Severely impaired neuromuscular synaptic transmission causes muscle weakness in the Cacna1a-mutant mouse rolling Nagoya.

The ataxic mouse rolling Nagoya (RN) carries a missense mutation in the Cacna1a gene, encoding the pore-forming subunit of neuronal Ca(v)2.1 (P/Q-type) Ca2+ channels. Besides being the predominant type of Ca(v) channel in the cerebellum, Ca(v)2.1 channels mediate acetylcholine (ACh) release at the peripheral neuromuscular junction (NMJ). Therefore, Ca(v)2.1 dysfunction induced by the RN mutation may disturb ACh release at the NMJ. The dysfunction may resemble the situation in Lambert-Eaton myasthenic syndrome (LEMS), in which autoantibodies target Ca(v)2.1 channels at NMJs, inducing severely reduced ACh release and resulting in muscle weakness.

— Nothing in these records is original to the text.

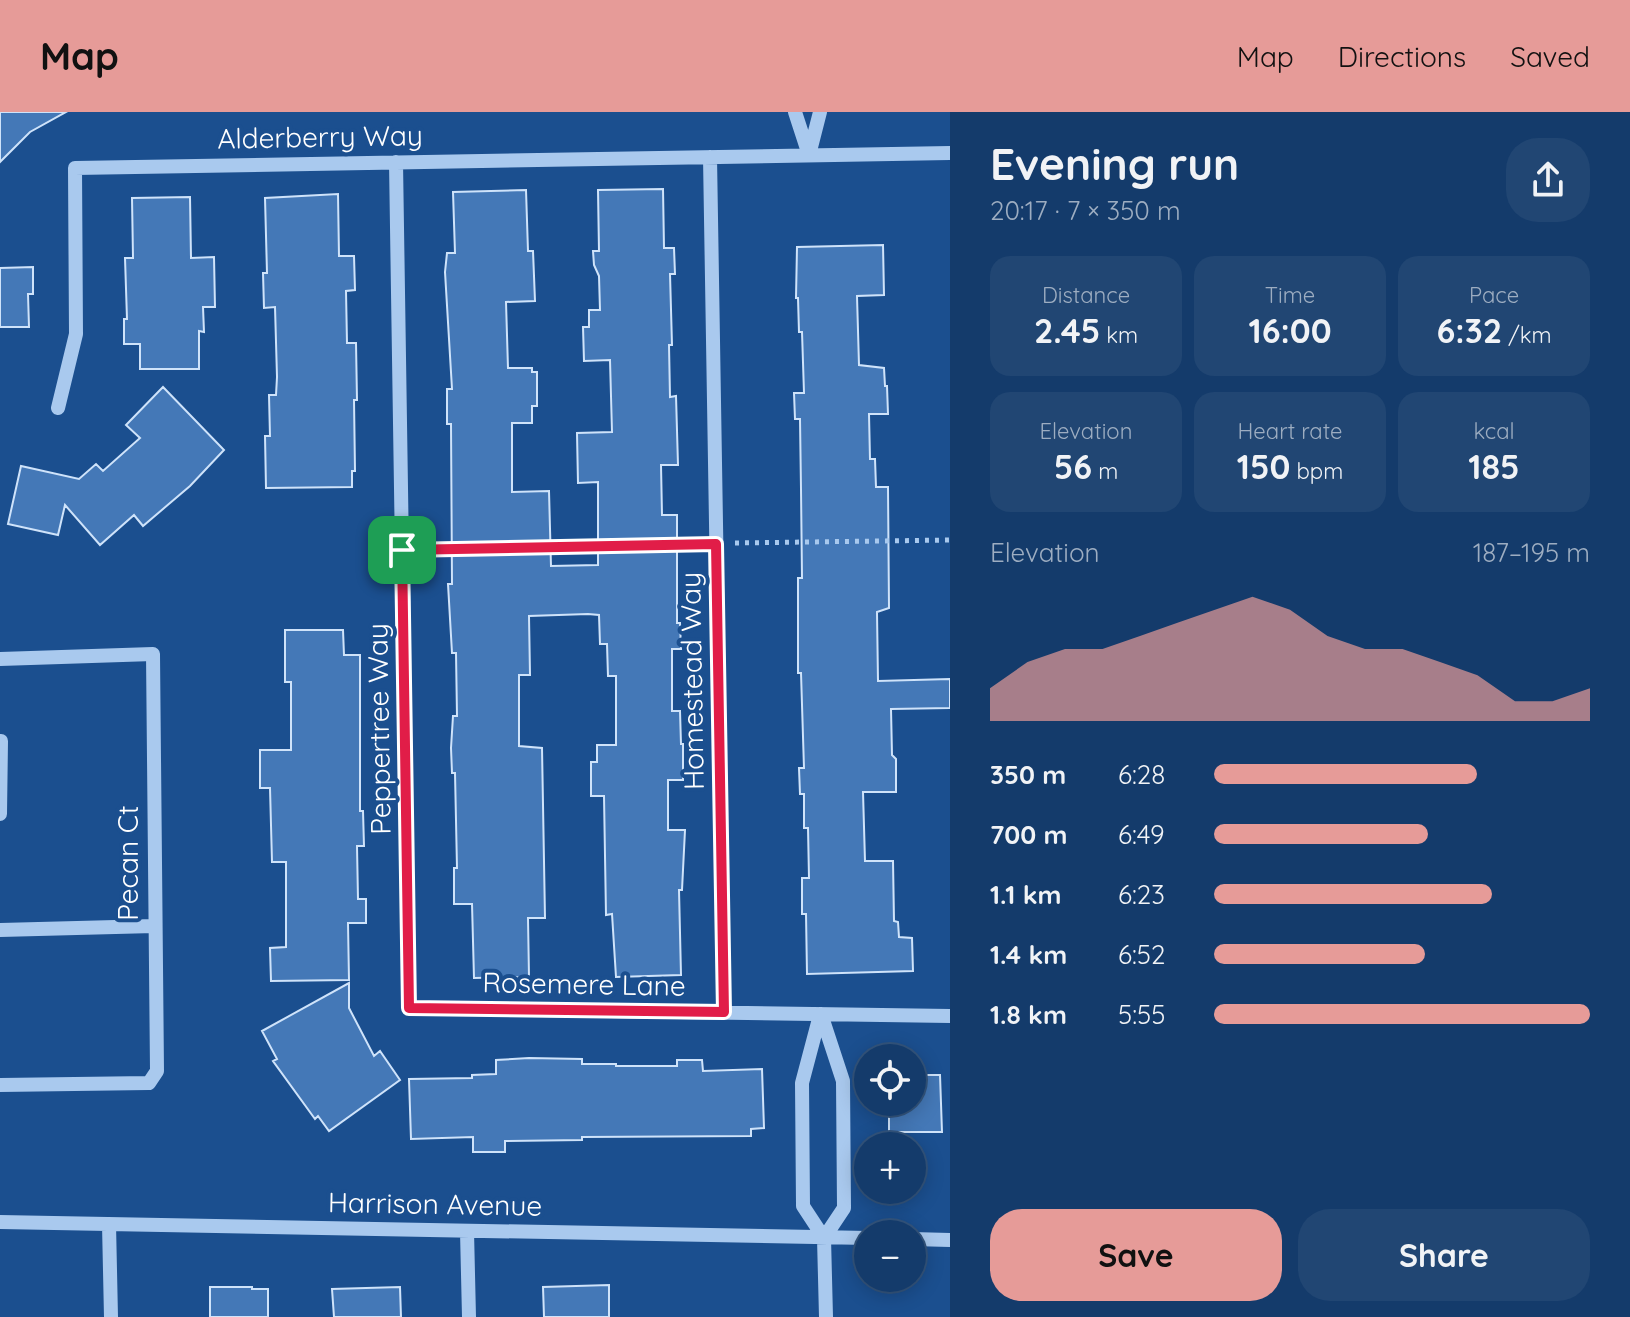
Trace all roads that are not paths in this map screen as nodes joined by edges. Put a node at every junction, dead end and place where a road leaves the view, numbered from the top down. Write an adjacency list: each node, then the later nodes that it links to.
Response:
1 (795, 112): 4 (street)
2 (820, 112): 4 (street)
3 (950, 153): 4 (street, Alderberry Way)
4 (809, 155): 5 (street, Alderberry Way)
5 (710, 157): 6 (street, Alderberry Way); 14 (street, Homestead Way)
6 (396, 162): 7 (street, Alderberry Way); 13 (street, Peppertree Way)
7 (58, 408)
8 (0, 659): 11 (street, Pecan Ct)
9 (1, 741): 10 (street)
10 (0, 814)
11 (154, 926): 12 (street); 17 (street, Pecan Ct)
12 (0, 930)
13 (409, 1008): 14 (street, Rosemere Lane)
14 (724, 1012): 15 (street, Rosemere Lane)
15 (821, 1014): 16 (street, Rosemere Lane); 21 (street); 21 (street)
16 (950, 1016)
17 (0, 1085)
18 (0, 1222): 19 (street, Harrison Avenue)
19 (109, 1224): 20 (street, Harrison Avenue); 25 (street)
20 (467, 1231): 21 (street, Harrison Avenue); 26 (street)
21 (824, 1238): 22 (street, Harrison Avenue); 27 (street)
22 (854, 1238)
23 (926, 1239): 24 (street)
24 (950, 1240)
25 (111, 1317)
26 (469, 1317)
27 (826, 1317)

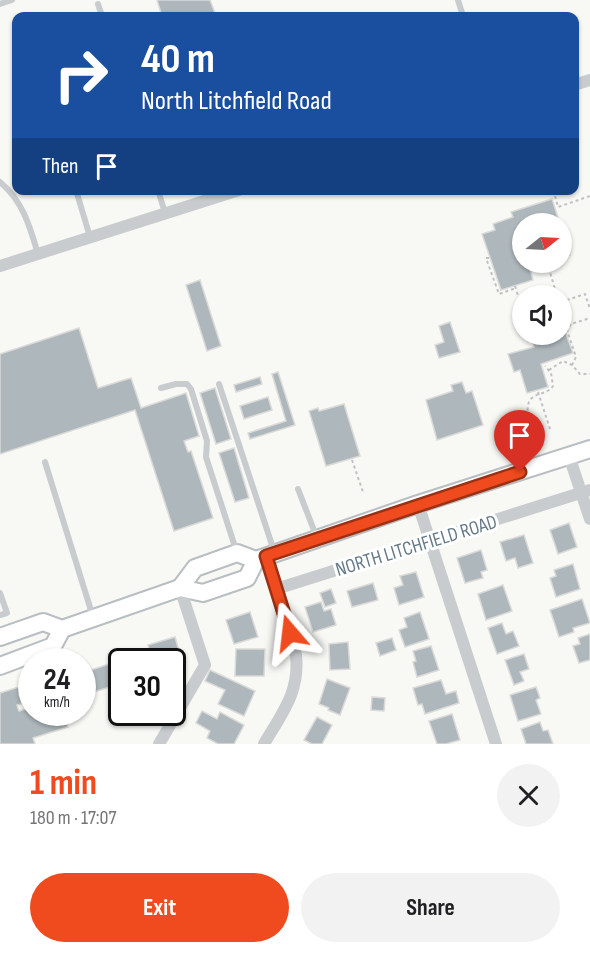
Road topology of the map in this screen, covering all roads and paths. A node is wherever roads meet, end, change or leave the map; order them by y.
1 (12, 0) edge
2 (0, 4) edge
3 (98, 4) dead end
4 (101, 12) edge
5 (0, 182) edge
6 (12, 193) edge
7 (14, 195) edge
8 (77, 195) edge
9 (159, 195) edge
10 (224, 195) edge
11 (555, 196) dead end
12 (590, 196) edge
13 (165, 214) junction
14 (90, 237) junction
15 (38, 254) junction
16 (489, 258) dead end
17 (0, 266) edge
18 (512, 289) edge
19 (572, 299) edge
20 (590, 309) edge
21 (590, 318) edge
22 (572, 324) edge
23 (572, 345) edge
24 (572, 364) junction
25 (544, 366) dead end
26 (549, 370) junction
27 (590, 374) edge
28 (219, 384) dead end
29 (161, 388) dead end
30 (538, 394) junction
31 (522, 420) dead end
32 (550, 432) dead end
33 (590, 449) edge
34 (569, 456) junction
35 (352, 460) dead end
36 (45, 462) dead end
37 (298, 489) dead end
38 (586, 491) edge
39 (363, 492) dead end
40 (418, 504) junction
41 (590, 519) edge
42 (317, 539) junction
43 (431, 540) junction
44 (237, 553) junction
45 (265, 557) junction
46 (180, 588) junction
47 (276, 589) junction
48 (0, 594) edge
49 (0, 615) edge
50 (93, 619) junction
51 (62, 629) junction
52 (0, 637) edge
53 (0, 666) edge
54 (159, 744) edge
55 (264, 744) edge
56 (496, 744) edge

1 - 2 lane
3 - 4 lane
5 - 6 lane
7 - 15 lane
8 - 14 lane
9 - 13 lane
10 - 13 street
11 - 12 path
13 - 14 street
14 - 15 street
15 - 17 street
16 - 18 path
19 - 20 path
21 - 22 path
23 - 24 path
24 - 26 path
24 - 27 path
25 - 26 path
26 - 30 path
28 - 45 lane
29 - 44 lane
30 - 31 path
30 - 32 path
33 - 34 main road, NORTH LITCHFIELD ROAD
34 - 38 street
34 - 40 main road, NORTH LITCHFIELD ROAD
35 - 39 path
36 - 50 lane
37 - 42 lane
38 - 41 street
38 - 43 street, NORTH LITCHFIELD ROAD
40 - 42 main road, NORTH LITCHFIELD ROAD
40 - 43 street
42 - 45 main road, NORTH LITCHFIELD ROAD
43 - 47 street, NORTH LITCHFIELD ROAD
43 - 56 street
44 - 45 main road
44 - 46 main road, NORTH LITCHFIELD ROAD
45 - 46 main road, NORTH LITCHFIELD ROAD
45 - 47 street
46 - 50 main road, NORTH LITCHFIELD ROAD
46 - 54 street
47 - 55 street
48 - 49 lane
50 - 51 main road, NORTH LITCHFIELD ROAD
51 - 52 main road, NORTH LITCHFIELD ROAD
51 - 53 main road

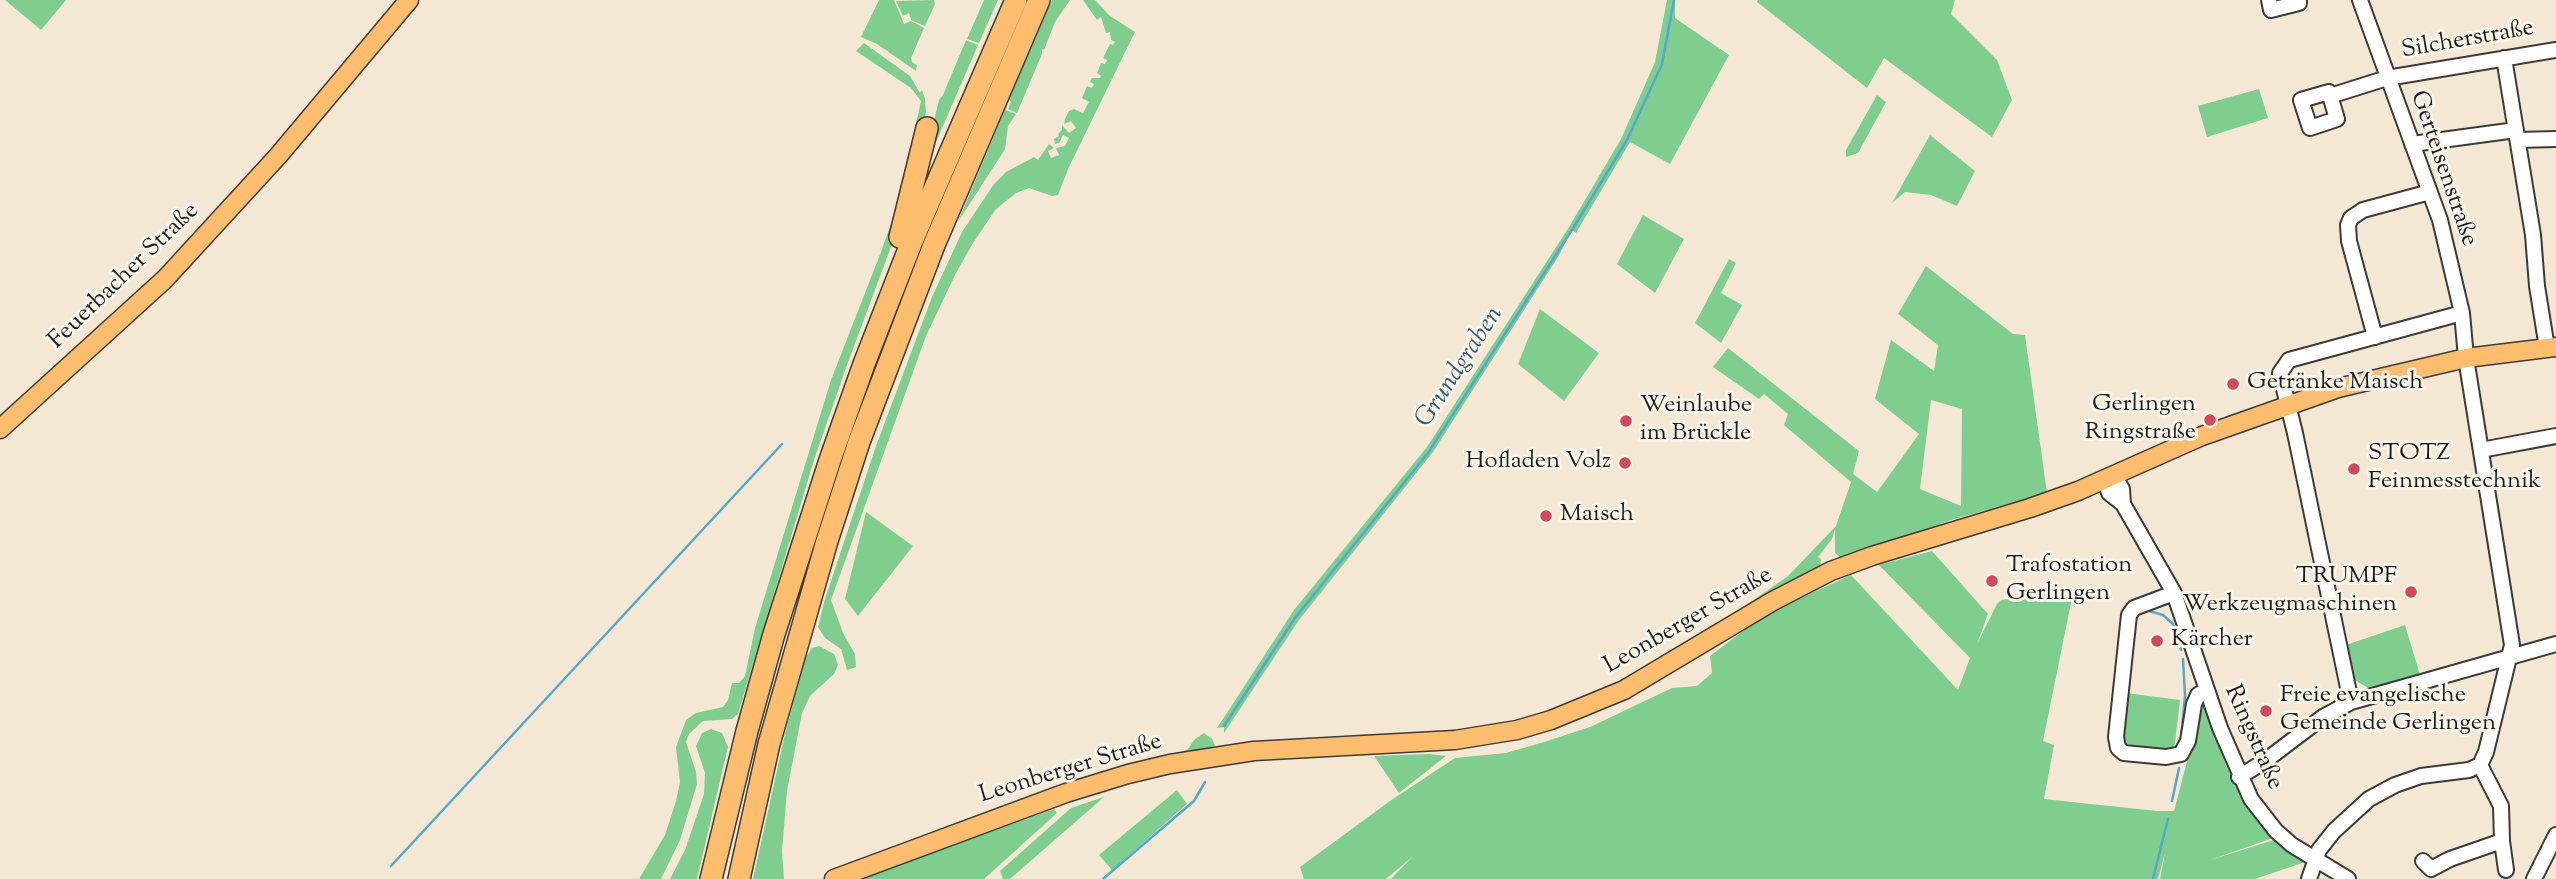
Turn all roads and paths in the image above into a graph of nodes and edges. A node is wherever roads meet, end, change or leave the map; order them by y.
1 (409, 0) edge
2 (1016, 0) edge
3 (1039, 0) edge
4 (2269, 0) edge
5 (2299, 0) edge
6 (2360, 0) edge
7 (2556, 50) edge
8 (2504, 58) junction
9 (2387, 78) junction
10 (2330, 96) dead end
11 (927, 128) dead end
12 (2517, 135) junction
13 (2556, 139) edge
14 (2412, 144) junction
15 (2430, 192) junction
16 (948, 246) dead end
17 (892, 291) junction
18 (2462, 313) junction
19 (900, 332) junction
20 (2375, 337) junction
21 (2552, 347) edge
22 (2466, 358) junction
23 (2288, 404) junction
24 (0, 429) edge
25 (2556, 436) edge
26 (2481, 450) junction
27 (2108, 478) junction
28 (2174, 593) junction
29 (2556, 644) edge
30 (2509, 659) junction
31 (2206, 690) junction
32 (2351, 702) junction
33 (2480, 765) junction
34 (2239, 777) junction
35 (2556, 835) edge
36 (2502, 841) junction
37 (2314, 860) junction
38 (2423, 861) dead end
39 (2506, 870) dead end
40 (711, 879) edge
41 (739, 879) edge
42 (834, 879) edge
43 (2309, 879) edge
44 (2348, 879) edge
45 (2534, 879) edge

1 - 24 main road, Feuerbacher Straße
2 - 17 highway
3 - 19 highway
4 - 5 street
6 - 9 street, Gerteisenstraße
7 - 8 street, Silcherstraße
8 - 9 street, Silcherstraße
8 - 12 street
9 - 10 street, Gerteisenstraße
9 - 14 street, Gerteisenstraße
11 - 17 highway
12 - 13 street
12 - 14 street
12 - 21 street
14 - 15 street, Gerteisenstraße
15 - 18 street, Gerteisenstraße
15 - 20 street
16 - 19 highway
17 - 40 highway
18 - 20 street
18 - 22 street, Gerteisenstraße
19 - 41 highway
20 - 23 street
21 - 22 main road, Leonberger Straße
22 - 23 main road, Leonberger Straße
22 - 26 street, Gerteisenstraße
23 - 27 main road, Leonberger Straße
23 - 32 street
25 - 26 street
26 - 30 street, Gerteisenstraße
27 - 28 street, Ringstraße
27 - 42 main road, Leonberger Straße
28 - 31 street, Ringstraße
28 - 31 street
29 - 30 street
30 - 32 street
30 - 33 street, Gerteisenstraße
31 - 34 street, Ringstraße
32 - 34 street
33 - 36 street
33 - 37 street
34 - 37 street, Ringstraße
35 - 45 street
36 - 38 street
36 - 39 street
37 - 43 street
37 - 44 street, Ringstraße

We tested neuromuscular function of RN mice and characterized transmitter release properties at their NMJs in diaphragm, soleus and flexor digitorum brevis muscles. Clinical muscle weakness and fatigue were demonstrated using repetitive nerve-stimulation electromyography, grip strength testing and an inverted grid hanging test. Muscle contraction experiments showed a compromised safety factor of neuromuscular transmission. In ex vivo electrophysiological experiments we found severely impaired ACh release. Compared to wild-type, RN NMJs had 50-75% lower nerve stimulation-evoked transmitter release, explaining the observed muscle weakness. Surprisingly, the reduction in evoked release was accompanied by an approximately 3-fold increase in spontaneous ACh release. This synaptic phenotype suggests a complex effect of the RN mutation on different functional Ca(v)2.1 channel parameters, presumably with a positive shift in activation potential as a prevailing feature. Taken together, our studies indicate that the gait abnormality of RN mice is due to a combination of ataxia and muscle weakness and that RN models aspects of the NMJ dysfunction in LEMS.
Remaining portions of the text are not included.